■ **The task**
Where a line below holds the string "junctions", that line goes into the answer.

■ **Study material**

********

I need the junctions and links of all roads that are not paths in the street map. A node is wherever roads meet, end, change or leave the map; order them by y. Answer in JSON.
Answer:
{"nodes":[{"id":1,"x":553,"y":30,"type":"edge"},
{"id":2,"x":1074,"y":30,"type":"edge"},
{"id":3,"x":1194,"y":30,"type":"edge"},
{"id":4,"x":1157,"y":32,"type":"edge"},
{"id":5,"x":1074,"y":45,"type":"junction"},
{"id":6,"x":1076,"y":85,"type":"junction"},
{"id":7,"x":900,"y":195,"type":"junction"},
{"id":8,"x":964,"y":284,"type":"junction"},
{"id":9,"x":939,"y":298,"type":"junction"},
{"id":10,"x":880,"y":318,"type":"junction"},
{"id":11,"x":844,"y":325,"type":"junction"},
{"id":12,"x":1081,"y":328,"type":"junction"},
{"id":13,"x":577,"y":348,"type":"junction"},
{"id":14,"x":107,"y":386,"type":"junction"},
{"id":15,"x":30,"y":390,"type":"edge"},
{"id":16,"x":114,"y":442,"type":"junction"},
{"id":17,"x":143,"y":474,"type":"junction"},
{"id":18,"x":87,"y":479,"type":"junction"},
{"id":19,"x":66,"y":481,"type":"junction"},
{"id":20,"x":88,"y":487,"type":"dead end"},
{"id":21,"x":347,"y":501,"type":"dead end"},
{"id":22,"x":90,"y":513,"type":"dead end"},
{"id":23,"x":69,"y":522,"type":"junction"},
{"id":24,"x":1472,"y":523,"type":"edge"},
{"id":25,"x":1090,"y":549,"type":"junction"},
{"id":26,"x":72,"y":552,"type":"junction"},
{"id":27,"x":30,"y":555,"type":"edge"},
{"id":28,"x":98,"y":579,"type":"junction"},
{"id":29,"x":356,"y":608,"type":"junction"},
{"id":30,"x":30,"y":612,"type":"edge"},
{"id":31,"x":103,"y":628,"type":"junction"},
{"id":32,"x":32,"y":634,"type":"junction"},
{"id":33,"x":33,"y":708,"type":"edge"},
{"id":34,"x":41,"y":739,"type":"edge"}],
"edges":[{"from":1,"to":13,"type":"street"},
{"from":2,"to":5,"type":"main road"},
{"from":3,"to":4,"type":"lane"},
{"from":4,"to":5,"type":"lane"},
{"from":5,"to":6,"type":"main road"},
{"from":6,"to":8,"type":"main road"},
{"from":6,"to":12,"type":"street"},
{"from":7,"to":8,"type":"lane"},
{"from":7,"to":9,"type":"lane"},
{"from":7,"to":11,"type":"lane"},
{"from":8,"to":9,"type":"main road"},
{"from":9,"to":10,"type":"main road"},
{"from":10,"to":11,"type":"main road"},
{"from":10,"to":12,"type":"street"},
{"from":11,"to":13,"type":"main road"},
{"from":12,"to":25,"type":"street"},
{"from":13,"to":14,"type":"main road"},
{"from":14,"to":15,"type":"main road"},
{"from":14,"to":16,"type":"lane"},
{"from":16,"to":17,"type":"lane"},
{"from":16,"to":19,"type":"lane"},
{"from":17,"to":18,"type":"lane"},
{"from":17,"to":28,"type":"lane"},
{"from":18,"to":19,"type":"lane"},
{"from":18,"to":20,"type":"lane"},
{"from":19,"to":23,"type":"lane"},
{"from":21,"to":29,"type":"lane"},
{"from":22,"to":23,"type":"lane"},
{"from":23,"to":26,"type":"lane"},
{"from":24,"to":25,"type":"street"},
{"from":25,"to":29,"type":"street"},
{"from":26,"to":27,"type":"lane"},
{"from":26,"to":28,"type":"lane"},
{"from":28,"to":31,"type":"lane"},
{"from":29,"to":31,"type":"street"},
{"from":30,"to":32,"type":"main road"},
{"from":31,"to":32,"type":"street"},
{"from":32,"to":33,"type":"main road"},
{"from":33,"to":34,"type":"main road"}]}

********

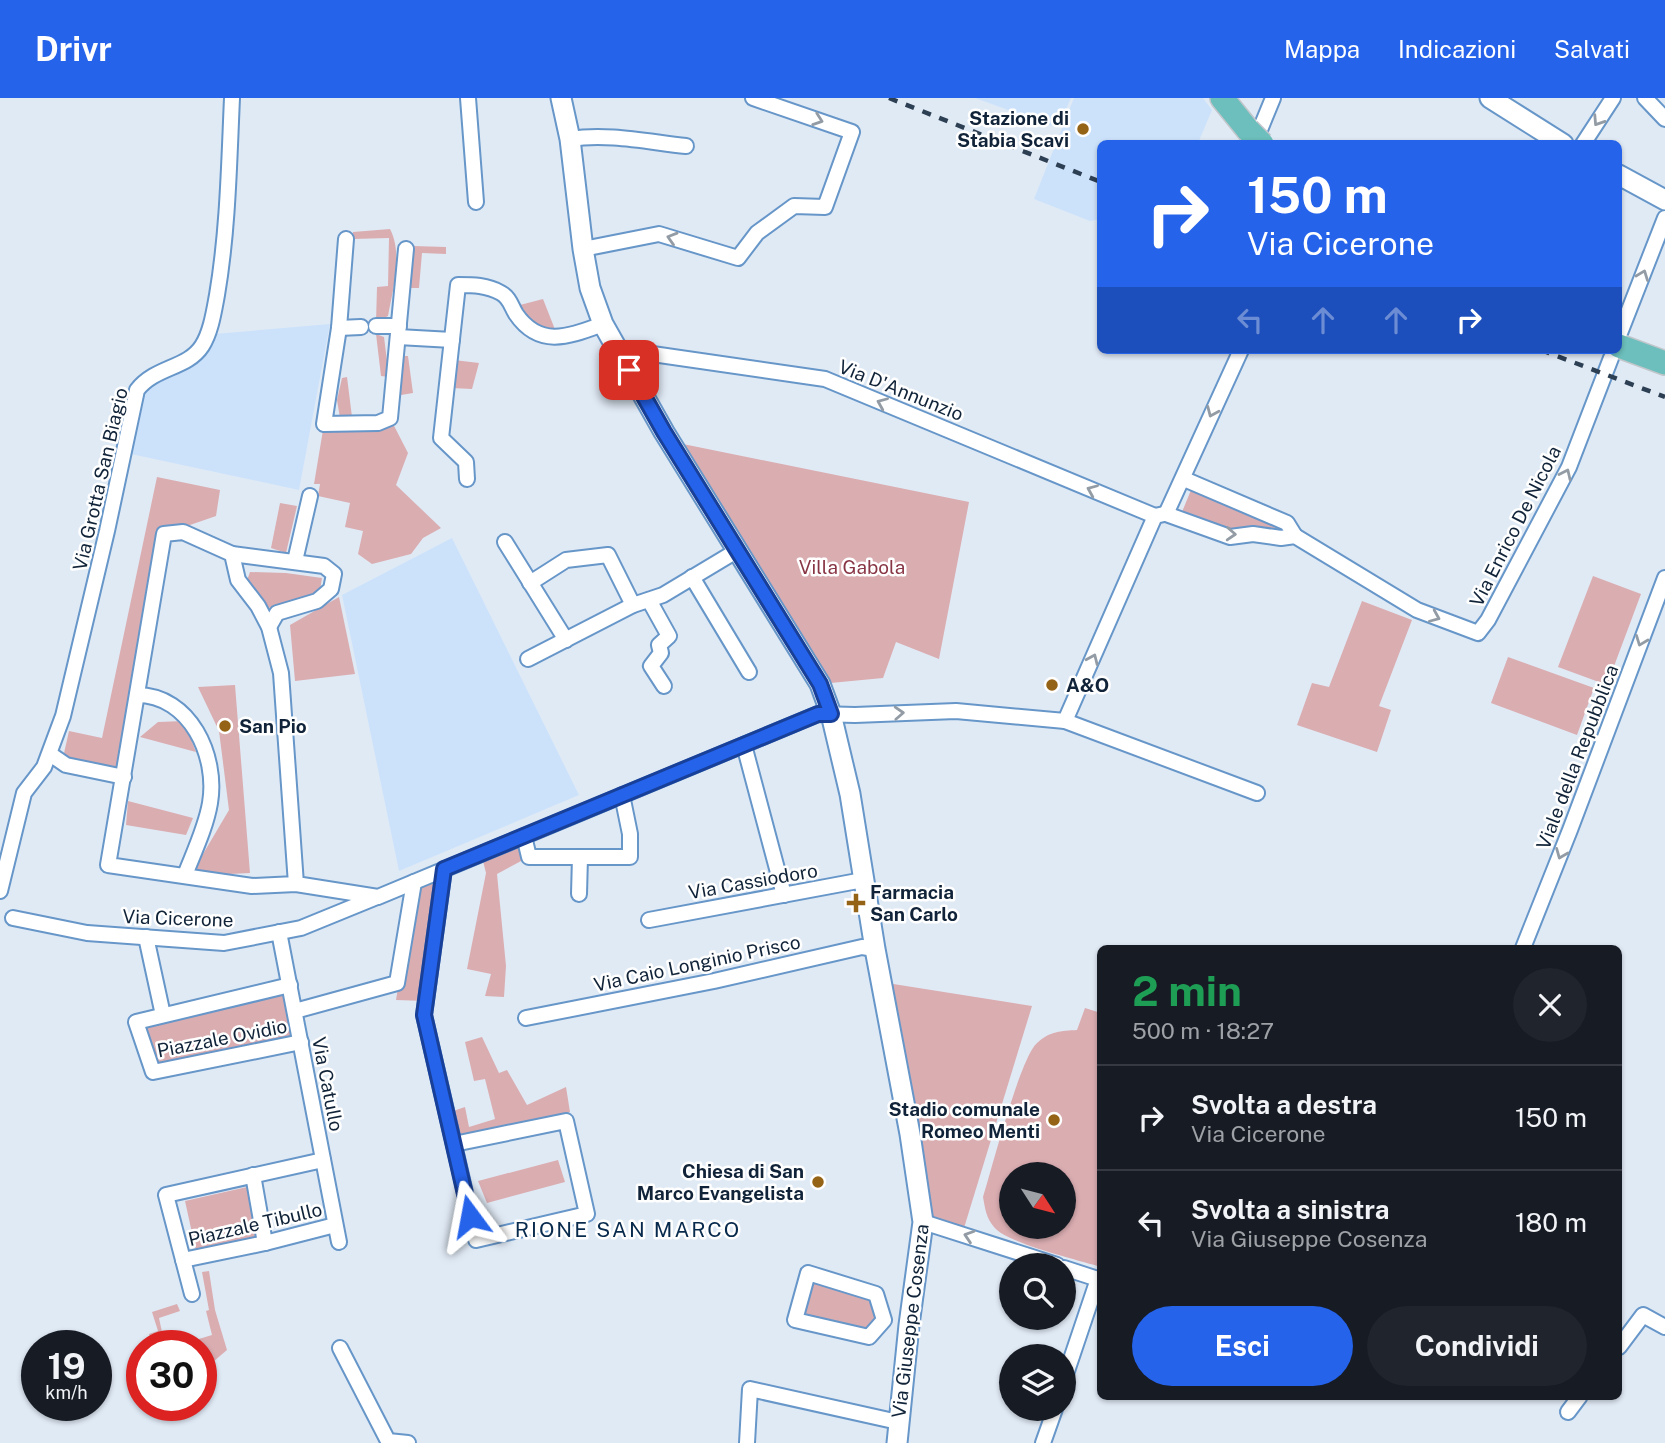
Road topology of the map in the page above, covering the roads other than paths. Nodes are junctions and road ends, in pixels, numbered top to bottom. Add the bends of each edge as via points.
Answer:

********

■ **Reply to the exercise**
I need the junctions and links of all roads that are not paths in the street map. A node is wherever roads meet, end, change or leave the map; order them by y. Answer in JSON.
Road topology of the map in the page above, covering the roads other than paths. Nodes are junctions and road ends, in pixels, numbered top to bottom. Add the bends of each edge as via points.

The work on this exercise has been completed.